Colorado lawmakers start over on redistricting

Steven K. Paulson
The Associated Press
Aspen, CO Colorado

DENVER – A 10-member committee assigned to redraw Colorado’s seven congressional districts has decided to start over with a blank map rather than try to hash out their differences over the 11 proposed maps that have been submitted.

Republican Rep. David Balmer and Democratic Sen. Rollie Heath agreed late Tuesday it would be too difficult to try to iron out differences on competing maps. They decided instead to start with a new map in an effort to find common ground.

“I suggested we start with a white map because I was concerned that we had become too polarized,” Balmer said.

They plan to meet again Wednesday and they still hope to meet a Thursday deadline to turn in a single map for legislative approval. If lawmakers cannot agree on a map before they adjourn in May, they may have to return for a special session that could cost hundreds of thousands of dollars.

A decade ago, it took seven years and a ruling by the U.S. Supreme Court to get it done.

During the last election, Republicans picked up two seats in Colorado, giving them a 4-3 majority, and Democrats would like new maps that provide help winning back some of those spots.
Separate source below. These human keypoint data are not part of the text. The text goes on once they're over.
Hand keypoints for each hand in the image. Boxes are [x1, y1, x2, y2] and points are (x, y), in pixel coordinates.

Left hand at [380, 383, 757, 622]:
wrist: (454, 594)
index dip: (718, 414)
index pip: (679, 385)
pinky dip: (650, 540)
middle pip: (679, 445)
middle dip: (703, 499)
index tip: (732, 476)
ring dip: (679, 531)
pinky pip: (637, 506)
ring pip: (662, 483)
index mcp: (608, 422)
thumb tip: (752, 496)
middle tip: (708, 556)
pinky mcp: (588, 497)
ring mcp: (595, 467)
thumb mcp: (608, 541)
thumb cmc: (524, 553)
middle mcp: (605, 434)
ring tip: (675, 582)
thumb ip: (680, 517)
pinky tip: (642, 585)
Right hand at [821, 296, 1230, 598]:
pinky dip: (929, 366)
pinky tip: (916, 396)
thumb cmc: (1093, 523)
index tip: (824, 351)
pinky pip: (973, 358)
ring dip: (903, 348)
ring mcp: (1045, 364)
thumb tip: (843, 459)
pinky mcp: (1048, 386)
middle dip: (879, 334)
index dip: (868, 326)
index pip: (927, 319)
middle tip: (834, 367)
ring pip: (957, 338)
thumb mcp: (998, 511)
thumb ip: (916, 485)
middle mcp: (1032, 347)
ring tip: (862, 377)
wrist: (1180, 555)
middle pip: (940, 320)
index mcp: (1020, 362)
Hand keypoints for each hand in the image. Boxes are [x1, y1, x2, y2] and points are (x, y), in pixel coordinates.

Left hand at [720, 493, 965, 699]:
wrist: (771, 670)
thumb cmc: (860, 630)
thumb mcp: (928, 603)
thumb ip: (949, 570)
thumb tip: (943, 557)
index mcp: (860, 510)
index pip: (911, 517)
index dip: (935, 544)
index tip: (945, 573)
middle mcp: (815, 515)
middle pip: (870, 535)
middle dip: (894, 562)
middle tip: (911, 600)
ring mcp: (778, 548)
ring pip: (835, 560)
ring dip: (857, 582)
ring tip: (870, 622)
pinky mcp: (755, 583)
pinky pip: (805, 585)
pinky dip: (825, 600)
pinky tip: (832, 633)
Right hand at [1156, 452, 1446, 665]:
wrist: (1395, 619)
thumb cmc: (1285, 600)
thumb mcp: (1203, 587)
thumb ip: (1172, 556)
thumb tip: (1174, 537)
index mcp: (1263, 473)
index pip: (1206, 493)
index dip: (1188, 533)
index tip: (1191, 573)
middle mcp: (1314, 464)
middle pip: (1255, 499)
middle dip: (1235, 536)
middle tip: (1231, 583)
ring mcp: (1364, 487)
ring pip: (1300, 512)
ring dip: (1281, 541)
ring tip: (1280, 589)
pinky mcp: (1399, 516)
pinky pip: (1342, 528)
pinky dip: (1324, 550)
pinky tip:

Heath, D-Boulder, offered six plans that would divide the state by transportation routes and community interests. It would put conservative Mesa County in the same district as Boulder, represented by liberal U.S, Rep. Jared Polis. Southern counties, including Pueblo, would have their own district, and the northeast would have a district. Other metro areas would be lumped in the middle.

Balmer, a Republican from Centennial and co-chairman of a committee with Heath that’s drawing the maps, said voters should not have to wonder who represents them and offered five maps that mirror the current congressional district lines, with minor changes.

Democrats insisted the districts should be as competitive as possible, but Republicans said that was not a major issue in deciding where to draw the lines.

Under federal law, states must redraw congressional lines based on the census every 10 years to ensure equal representation. It matters to voters because their representatives will make important decisions on health care, the federal budget, Medicaid and other issues that have embroiled members of Congress.

Three districts will be growing geographically because their populations aren’t growing as fast as other areas. Those are the 1st District in Denver, the 3rd District on the Western Slope, and the 7th District in the Denver suburbs.

Four districts are shrinking geographically. The fastest-growing district over the past decade was the 6th District, another suburban Denver district. Others were the 2nd District, which includes Boulder; the 4th District stretching from Loveland to the Kansas border and south to New Mexico; and the 5th District around Colorado Springs.